Pesquisadores do Cold Spring Harbor Laboratory descobriram um método potencial para rejuvenescer intestinos envelhecidos e reparar danos intestinais de longo prazo usando a terapia de células T CAR. O estudo, publicado em 3 de janeiro de 2026, detalha como a terapia tem como alvo as células senescentes, que se acumulam no intestino ao longo do tempo, dificultando sua capacidade de funcionar adequadamente.
O tratamento experimental, testado em camundongos, resultou em regeneração intestinal impulsionada, inflamação reduzida e melhor absorção de nutrientes, de acordo com a equipe de pesquisa. A terapia também demonstrou um efeito protetor contra danos causados pela radiação ao intestino, com benefícios que duram até um ano nos modelos animais.
"À medida que envelhecemos, a capacidade do nosso intestino de se reparar diminui, levando a vários problemas digestivos e potencialmente impactando a saúde geral", explicou o Dr. Amor Vegas, autor principal do estudo. "Nossa pesquisa sugere que, ao eliminar seletivamente essas células senescentes, podemos restaurar a capacidade regenerativa do intestino."
A terapia de células T CAR, já utilizada no tratamento do câncer, envolve a modificação das próprias células T de um paciente para atingir e destruir células específicas. Neste caso, as células T foram projetadas para atingir células que expressam uPAR, um marcador de superfície encontrado em células senescentes no intestino envelhecido.
Acredita-se que o acúmulo de células senescentes no epitélio intestinal, a camada única de células que reveste o intestino, contribua para o declínio da função intestinal relacionado à idade. Essas células exibem uma falta ou ausência do supressor de tumor p21, indicando ainda mais seu estado comprometido, observaram os pesquisadores.
Os primeiros resultados de testes em células intestinais humanas são promissores, sugerindo que essa abordagem poderia eventualmente ser traduzida para melhorar a saúde intestinal em adultos mais velhos e pacientes com câncer submetidos a tratamentos como radioterapia, que podem danificar gravemente o revestimento intestinal.

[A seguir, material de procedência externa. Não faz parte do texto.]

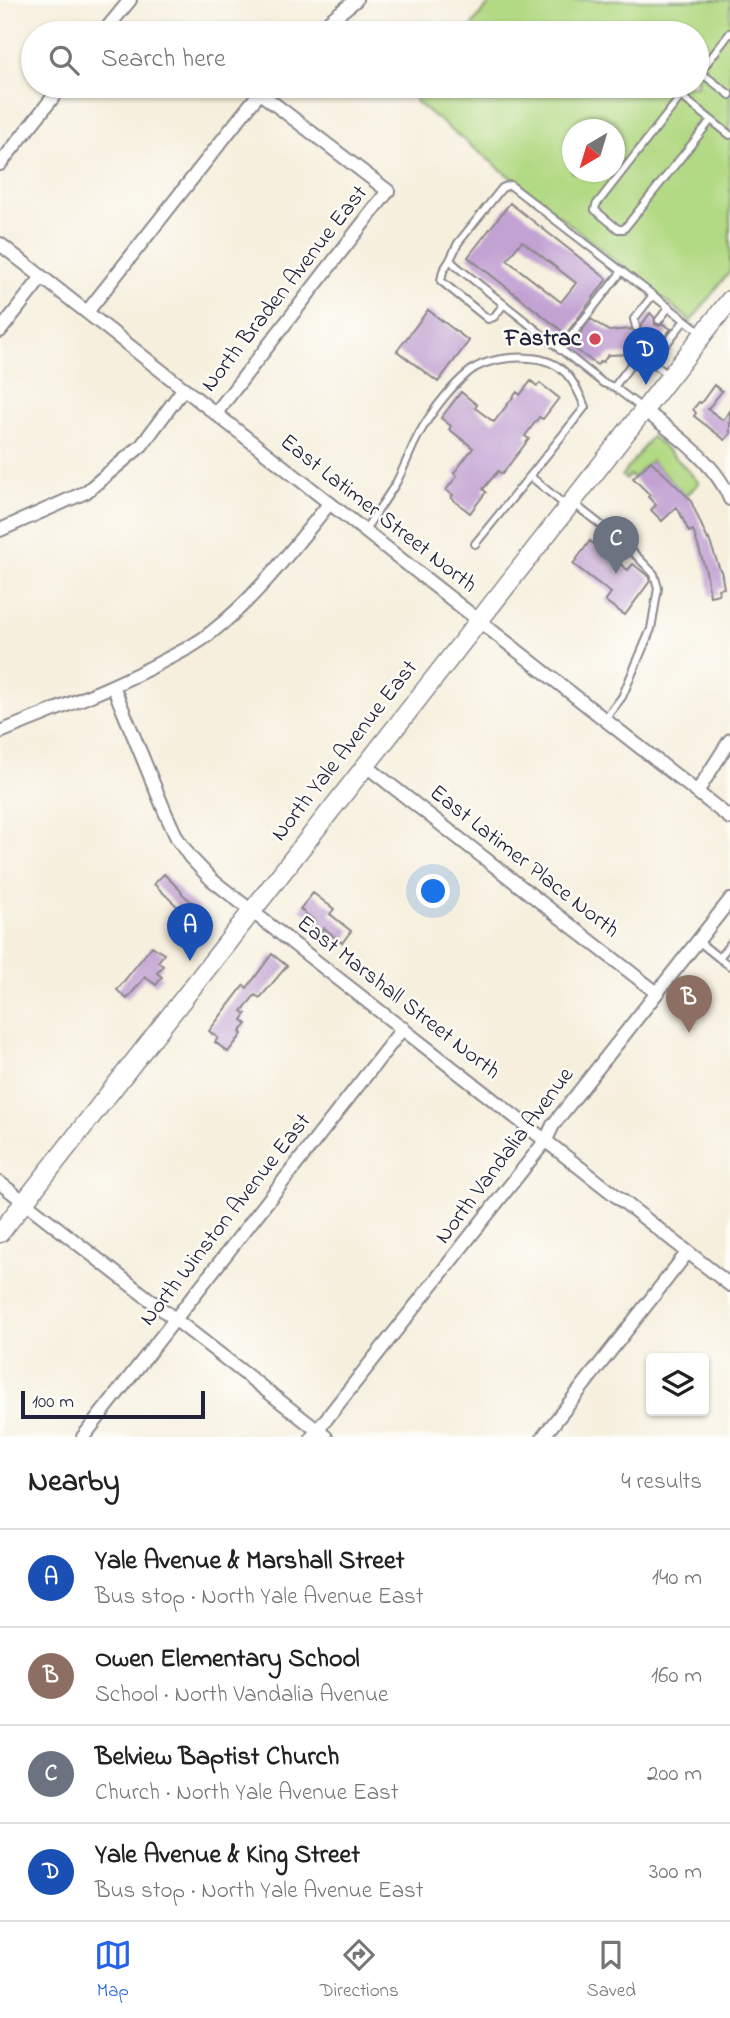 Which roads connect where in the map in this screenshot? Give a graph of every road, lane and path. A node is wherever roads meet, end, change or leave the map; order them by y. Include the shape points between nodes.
1 (130, 0) edge
2 (356, 0) edge
3 (113, 21) edge
4 (329, 21) edge
5 (730, 33) edge
6 (709, 60) edge
7 (709, 81) edge
8 (730, 95) edge
9 (52, 98) edge
10 (256, 98) edge
11 (274, 98) edge
12 (679, 98) edge
13 (684, 98) edge
14 (711, 120) junction
15 (730, 135) edge
16 (0, 164) edge
17 (0, 244) edge
18 (450, 260) junction
19 (622, 271) junction
20 (42, 278) junction
21 (653, 295) junction
22 (730, 300) edge
23 (504, 304) junction
24 (669, 307) junction
25 (87, 312) junction
26 (659, 320) dead end
27 (685, 320) junction
28 (636, 327) dead end
29 (0, 331) edge
30 (703, 334) junction
31 (560, 350) junction
32 (652, 362) junction
33 (670, 377) junction
34 (614, 387) junction
35 (184, 388) junction
36 (644, 410) junction
37 (216, 413) junction
38 (530, 476) junction
39 (729, 492) edge
40 (329, 504) junction
41 (570, 505) junction
42 (0, 530) edge
43 (364, 531) junction
44 (475, 544) dead end
45 (478, 620) junction
46 (113, 686) junction
47 (605, 720) junction
48 (0, 732) edge
49 (730, 740) edge
50 (365, 765) junction
51 (697, 792) junction
52 (730, 818) edge
53 (730, 900) edge
54 (251, 911) junction
55 (698, 941) junction
56 (730, 944) edge
57 (719, 958) junction
58 (730, 966) edge
59 (657, 993) junction
60 (403, 1028) junction
61 (545, 1140) junction
62 (0, 1183) edge
63 (24, 1202) junction
64 (0, 1233) edge
65 (687, 1252) junction
66 (730, 1286) edge
67 (175, 1319) junction
68 (319, 1435) edge
69 (83, 1437) edge
70 (543, 1437) edge

1 - 3 street
2 - 4 street
5 - 6 lane
7 - 8 lane
9 - 16 street
10 - 25 street
11 - 37 street, North Braden Avenue East via 388,191
12 - 14 lane via 596,205 595,210 618,229 624,229
13 - 14 lane
14 - 15 lane
17 - 20 street, East Latimer Street North
18 - 19 lane via 493,199 510,185
18 - 23 lane
18 - 23 lane via 441,281 448,289 488,320
19 - 21 lane
19 - 31 lane
20 - 25 street, East Latimer Street North
20 - 29 street
21 - 24 lane
21 - 28 lane via 634,319
22 - 30 main road, North Yale Avenue East
23 - 31 lane
24 - 26 lane
24 - 27 lane
25 - 35 street, East Latimer Street North
27 - 30 lane
27 - 32 lane
30 - 33 main road, North Yale Avenue East
31 - 34 lane
32 - 33 lane
32 - 34 lane via 640,353
33 - 36 main road, North Yale Avenue East
34 - 36 lane
35 - 37 street, East Latimer Street North
35 - 42 street, North Braden Avenue East via 142,445 86,492
36 - 39 street via 677,435
36 - 41 main road, North Yale Avenue East
37 - 40 street, East Latimer Street North
38 - 41 lane
38 - 43 lane via 585,407 580,392 560,366 526,357 496,360 470,370 453,387 427,421 395,484
38 - 44 lane
40 - 43 street, East Latimer Street North
40 - 46 street via 253,594 213,632
41 - 45 main road, North Yale Avenue East
41 - 47 lane via 624,543 654,574 658,588 651,629 622,696
43 - 45 street, East Latimer Street North
45 - 47 street, East Latimer Street North
45 - 50 main road, North Yale Avenue East
46 - 48 street
46 - 54 street, East Marshall Street North via 177,838 212,880
47 - 51 street, East Latimer Street North
49 - 51 street
50 - 54 main road, North Yale Avenue East
50 - 59 street, East Latimer Place North
51 - 52 street, East Latimer Street North
53 - 55 street, North Vandalia Avenue
54 - 60 street, East Marshall Street North
54 - 63 main road, North Yale Avenue East
55 - 57 lane
55 - 59 street, North Vandalia Avenue
56 - 57 lane
57 - 58 lane
59 - 61 street, North Vandalia Avenue
60 - 61 street, East Marshall Street North
60 - 67 street, North Winston Avenue East
61 - 65 street, East Marshall Street North
61 - 68 street, North Vandalia Avenue
62 - 63 street
63 - 64 main road, North Yale Avenue East
63 - 67 street
65 - 66 street, East Marshall Street North
65 - 70 street
67 - 68 street
67 - 69 street, North Winston Avenue East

"Embora sejam resultados iniciais, as potenciais implicações para melhorar a qualidade de vida de adultos mais velhos e mitigar os efeitos colaterais do tratamento do câncer são significativas", disse o Dr. Beyaz, pesquisador sênior envolvido no estudo. "Mais pesquisas são necessárias para entender completamente os efeitos a longo prazo e a segurança desta abordagem em humanos."
Os pesquisadores estão atualmente conduzindo estudos pré-clínicos para otimizar a terapia e avaliar seu perfil de segurança antes de passar para ensaios clínicos em humanos. A equipe espera iniciar os ensaios clínicos iniciais nos próximos dois a três anos para avaliar a eficácia da terapia de células T CAR na melhoria da saúde intestinal em adultos mais velhos que sofrem de problemas digestivos relacionados à idade. O estudo oferece uma via potencial para abordar uma consequência comum e muitas vezes debilitante do envelhecimento, abrindo caminho para futuras terapias destinadas a restaurar a função juvenil ao intestino envelhecido.